SUMMARY OF THE INVENTION
[0006] A primary objective of the present invention is to provide a
semiconductor load board comprising a substrate, a plurality of
connection pads, a patterned circuit layer, a dielectric layer, a
plurality of solder pads, and a plurality of solders. The
connection pads and the patterned circuit layer are located on the
substrate, and are formed by a first conductive material. The
dielectric layer is then formed on top of the substrate, the
connection pads and the patterned circuit layer, and has a
plurality of openings corresponding to the plurality of connection
pads, wherein the openings have a width reduced gradually toward
the connection pads. The solder pads are formed in the openings
corresponding to the connection pads to fill up the openings. The
solder pads have a height higher than the height of the dielectric
layer, and the width of a portion higher than the dielectric layer
equals to the maximum width of the openings. The solder pads are
formed by a second conductive material. The solders are formed on
the each solder pad respectively to cover the solder pad for
connecting to external circuits.
[0007] Another objective of the present invention is to provide a
semiconductor load board, which is only variable in the width of
solder pads and solders, and the other function and technical
characteristics are not described again. The solder pads are formed
in the openings corresponding to the connection pads to fill up the
openings. The solder pads have a protruding portion which extends
above the surface of the dielectric layer, and the width of the
protruding portion is smaller than the maximum width of the
openings. The solders are formed on the each solder pad
respectively to cover the solder pad for connecting to external
circuits.
[0008] Also another objective of the present invention is to
provide a semiconductor load board, which is only variable in the
width of the solder pads and solders, and the other function and
technical characteristics are not described again. The solder pads
are formed in the openings, and have a height higher than the
height of the dielectric layer, and the width of the solder pads is
smaller than the minimum width of the openings. The solders are
formed on the each solder pad respectively to cover the solder pad
for connecting to external circuits, and are partially formed in
the openings and connected to the connection pads.
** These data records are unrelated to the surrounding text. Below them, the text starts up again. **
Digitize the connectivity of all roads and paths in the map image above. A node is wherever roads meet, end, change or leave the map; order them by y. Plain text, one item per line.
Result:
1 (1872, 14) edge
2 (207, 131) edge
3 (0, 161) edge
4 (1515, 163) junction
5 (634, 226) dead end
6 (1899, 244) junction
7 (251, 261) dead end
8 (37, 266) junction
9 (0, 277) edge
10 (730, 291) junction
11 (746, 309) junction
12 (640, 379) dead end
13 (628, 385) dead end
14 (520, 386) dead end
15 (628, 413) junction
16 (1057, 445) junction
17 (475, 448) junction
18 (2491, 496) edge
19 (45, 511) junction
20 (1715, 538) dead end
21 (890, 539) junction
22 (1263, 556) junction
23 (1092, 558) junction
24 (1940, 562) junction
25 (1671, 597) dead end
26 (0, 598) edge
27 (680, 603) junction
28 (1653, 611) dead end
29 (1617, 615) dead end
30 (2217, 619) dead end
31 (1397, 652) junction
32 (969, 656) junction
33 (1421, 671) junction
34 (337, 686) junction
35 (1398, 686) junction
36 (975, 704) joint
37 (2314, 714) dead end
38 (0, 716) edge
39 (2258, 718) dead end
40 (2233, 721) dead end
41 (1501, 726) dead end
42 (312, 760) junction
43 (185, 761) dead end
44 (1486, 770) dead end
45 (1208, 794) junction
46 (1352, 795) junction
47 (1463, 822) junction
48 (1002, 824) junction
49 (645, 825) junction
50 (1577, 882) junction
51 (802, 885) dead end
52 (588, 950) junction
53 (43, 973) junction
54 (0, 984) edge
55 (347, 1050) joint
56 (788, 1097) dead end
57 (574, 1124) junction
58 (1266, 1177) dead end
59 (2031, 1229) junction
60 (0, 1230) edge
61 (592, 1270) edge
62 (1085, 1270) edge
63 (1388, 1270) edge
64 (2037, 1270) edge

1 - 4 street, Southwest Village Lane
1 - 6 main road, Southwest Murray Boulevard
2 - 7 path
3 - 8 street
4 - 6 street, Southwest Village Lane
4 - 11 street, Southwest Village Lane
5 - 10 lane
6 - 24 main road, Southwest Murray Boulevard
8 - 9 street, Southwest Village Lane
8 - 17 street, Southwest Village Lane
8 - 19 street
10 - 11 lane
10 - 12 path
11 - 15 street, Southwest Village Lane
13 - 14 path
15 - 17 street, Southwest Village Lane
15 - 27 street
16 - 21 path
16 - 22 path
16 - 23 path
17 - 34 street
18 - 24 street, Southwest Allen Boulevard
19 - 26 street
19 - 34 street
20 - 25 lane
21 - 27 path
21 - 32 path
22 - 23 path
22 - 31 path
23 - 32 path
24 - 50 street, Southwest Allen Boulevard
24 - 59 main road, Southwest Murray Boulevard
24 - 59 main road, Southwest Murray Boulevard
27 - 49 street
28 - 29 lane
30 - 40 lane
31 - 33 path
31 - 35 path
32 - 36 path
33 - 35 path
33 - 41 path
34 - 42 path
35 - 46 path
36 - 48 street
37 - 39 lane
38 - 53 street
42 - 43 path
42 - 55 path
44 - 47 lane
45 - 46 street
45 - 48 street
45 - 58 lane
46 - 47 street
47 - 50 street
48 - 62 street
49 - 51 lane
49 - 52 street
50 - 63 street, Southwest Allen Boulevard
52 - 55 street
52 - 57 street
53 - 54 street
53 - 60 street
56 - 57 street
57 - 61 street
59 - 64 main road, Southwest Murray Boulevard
[0009] According to the semiconductor load board of the present
invention, the wider intervals between solder pads are provides,
such that the problems of short circuit and electrical interference
can be reduced.
BRIEF DESCRIPTION OF THE DRAWINGS
[0010] The present invention will be apparent to those skilled in
the art by reading the following detailed description of a
preferred embodiment thereof, with reference to the attached
drawings, in which:
[0011] FIG. 1 shows a cross sectional view of a semiconductor load
board according to prior arts.
[0012] FIG. 2 shows a cross sectional view of a semiconductor load
board according to a first embodiment of the present invention.
[0013] FIG. 3 shows a cross sectional view of a semiconductor load
board according to a second embodiment of the present
invention.
[0014] FIG. 4 shows a cross sectional view of a semiconductor load
board according to a third embodiment of the present invention.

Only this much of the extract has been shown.